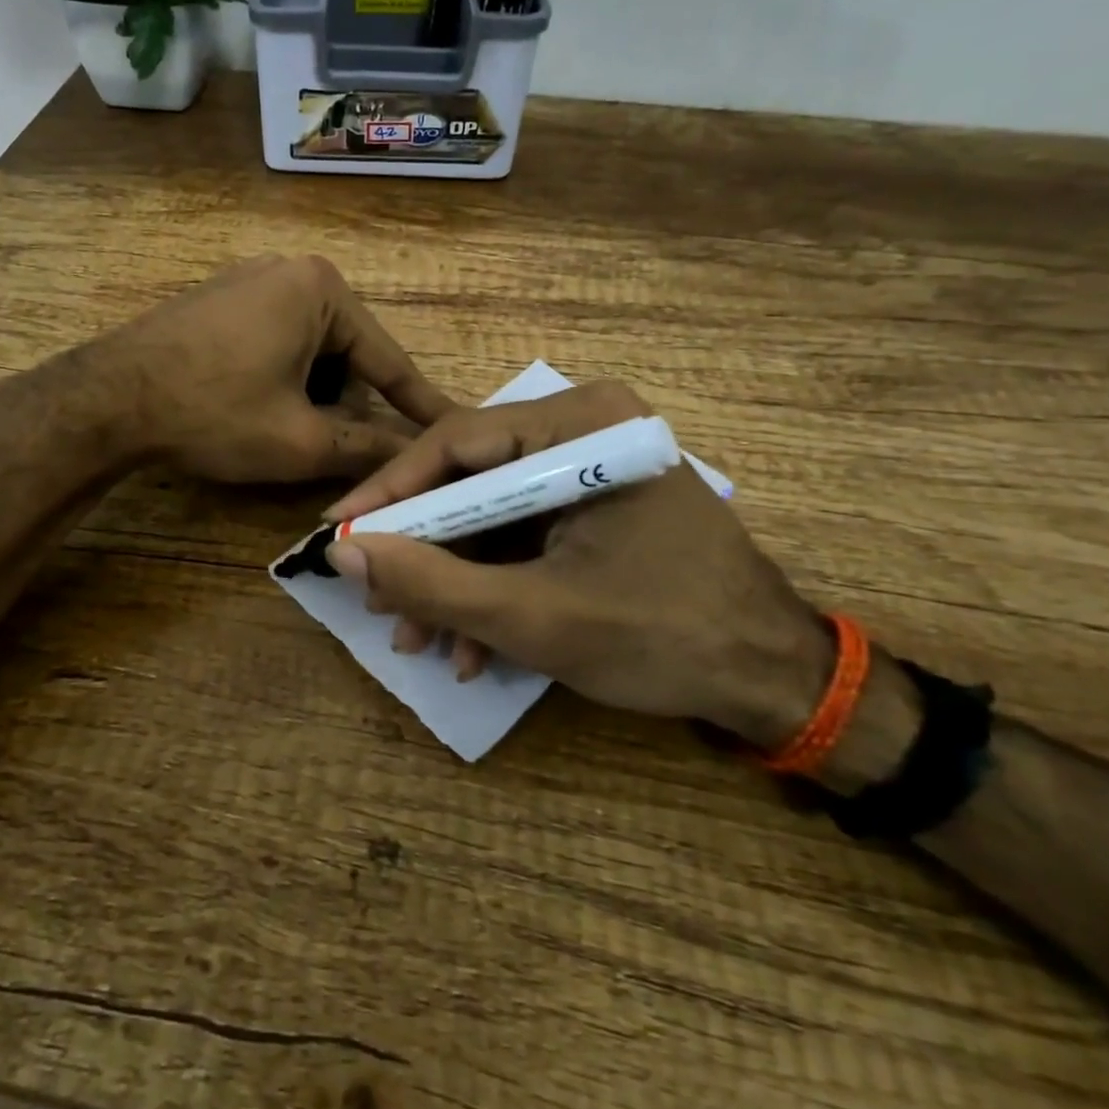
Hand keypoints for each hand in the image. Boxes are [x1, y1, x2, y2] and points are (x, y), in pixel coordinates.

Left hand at [90, 255, 456, 483]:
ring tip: (278, 432)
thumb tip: (413, 458)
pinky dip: (279, 380)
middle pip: (346, 355)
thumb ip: (366, 448)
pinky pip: (274, 342)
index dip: (419, 406)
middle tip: (321, 448)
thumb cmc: (214, 412)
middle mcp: (290, 272)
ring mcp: (249, 281)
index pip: (388, 360)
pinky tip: (250, 408)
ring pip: (309, 352)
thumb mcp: (300, 440)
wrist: (107, 399)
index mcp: (321, 290)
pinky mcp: (219, 300)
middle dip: (341, 405)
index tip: (453, 430)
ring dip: (308, 396)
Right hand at [321, 382, 833, 746]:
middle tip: (374, 597)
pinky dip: (492, 584)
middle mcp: (586, 428)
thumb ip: (432, 584)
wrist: (773, 682)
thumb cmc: (663, 637)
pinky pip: (522, 533)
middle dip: (422, 550)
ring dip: (452, 579)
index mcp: (584, 426)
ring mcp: (592, 466)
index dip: (389, 492)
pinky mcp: (595, 504)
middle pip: (470, 479)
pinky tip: (471, 645)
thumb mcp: (533, 617)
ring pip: (490, 514)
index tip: (335, 534)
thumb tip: (341, 555)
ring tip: (416, 638)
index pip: (458, 442)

Task to complete: A complete answer lists each line of the data that holds the word "thumb".

Output of the exercise:
thumb tip: (413, 458)
thumb ip: (366, 448)
thumb cmc: (214, 412)
thumb mcp: (300, 440)
thumb ip: (432, 584)
thumb cmc: (663, 637)
thumb mcp: (533, 617)
thumb tip: (341, 555)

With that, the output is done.